Broadcom' new StrataXGS III BCM56510 series of multi-layer Gigabit Ethernet switches are a follow-on series to the company's widely deployed BCM56500 series. A key feature will be the new "BroadShield" security technology, which enables network admission control (NAC) and supports Microsoft's Network Access Protection policy enforcement technology to achieve dramatically improved network security and manageability when compared to existing solutions. The key security features include standards-based authentication, user quarantine, denial of service (DoS) attack prevention, "man in the middle" attack prevention, spoofing prevention, and support for advanced access control lists (ACLs).
Broadcom said its technology utilizes a unique flow-based user-classification framework that allows IT managers to enforce secure policies on a packet-by-packet basis without complicated administration of a large numbers of rules.

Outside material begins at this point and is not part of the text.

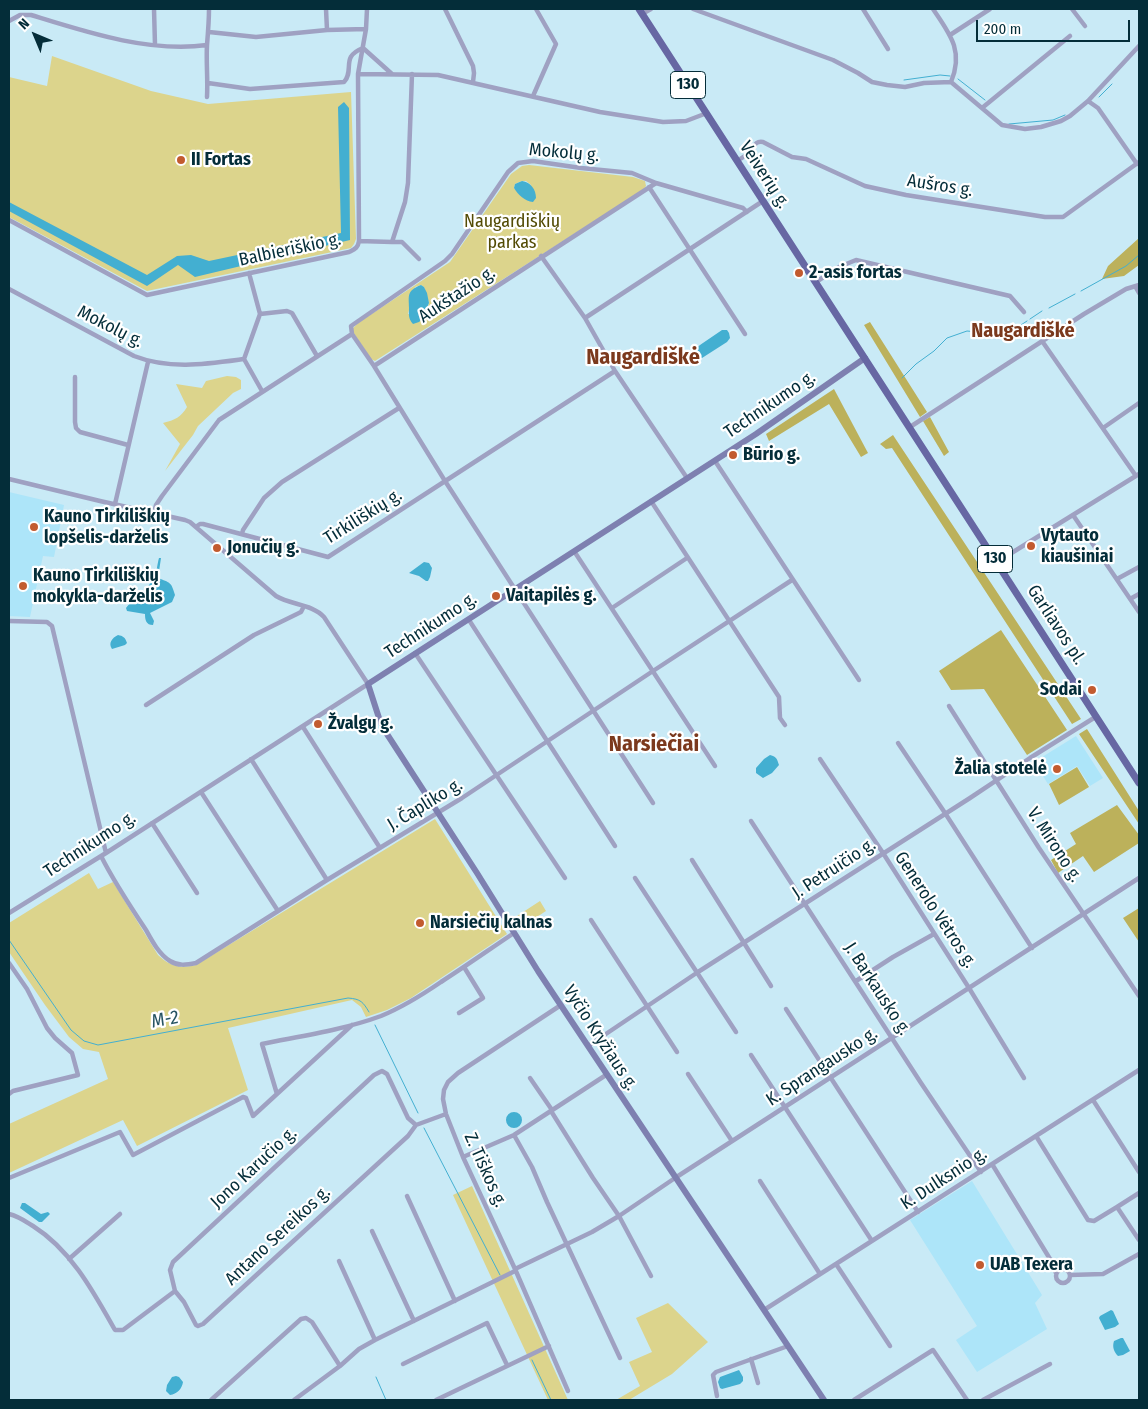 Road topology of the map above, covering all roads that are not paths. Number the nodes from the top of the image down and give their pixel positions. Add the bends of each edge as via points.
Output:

The overriding benefit is the ease at which these secure profiles are implemented and proliferated through the network, regardless of the scale of the user base.
Network Access Protection is a policy enforcement technology built into the Windows Vista and Windows Server, codenamed "Longhorn" operating systems that allows customers to better protect network assets from unhealthy computers by enforcing compliance with network health policies.
Network admission control (NAC) governs how security policies are enforced on any device on the network with the goal of minimizing the damage from emerging security threats. IT managers employing NAC have the ability to control network access for any client that accesses the network (for example, a PC, PDA or other endpoint device), granting the appropriate level of access based on the classification of the endpoint device.
Additional features include:
- Advanced Layer 2 (L2) switching and Layer 3 (L3) routing, including IPv4/IPv6
- BroadShield security technology addresses enterprise security with ContentAware-based scalable ACLs, port-level L2 and L3 security, integrated and enhanced DOS prevention mechanism, and L3 traffic virtualization
- Microsoft Network Access Protection support enables robust network admission control (NAC)
- Virtual router technology provides secure virtualization of network traffic
- Tunneling schemes such as IPv6 over IPv4, ISATAP, IP over IP, etc., provide a variety of transition mechanisms
- High-end IP multicast for video/audio distribution, web conferencing, etc.
- Supports eight classes of service (CoS) with sophisticated scheduling mechanism
- Robust 802.1ad support enables scalable carrier access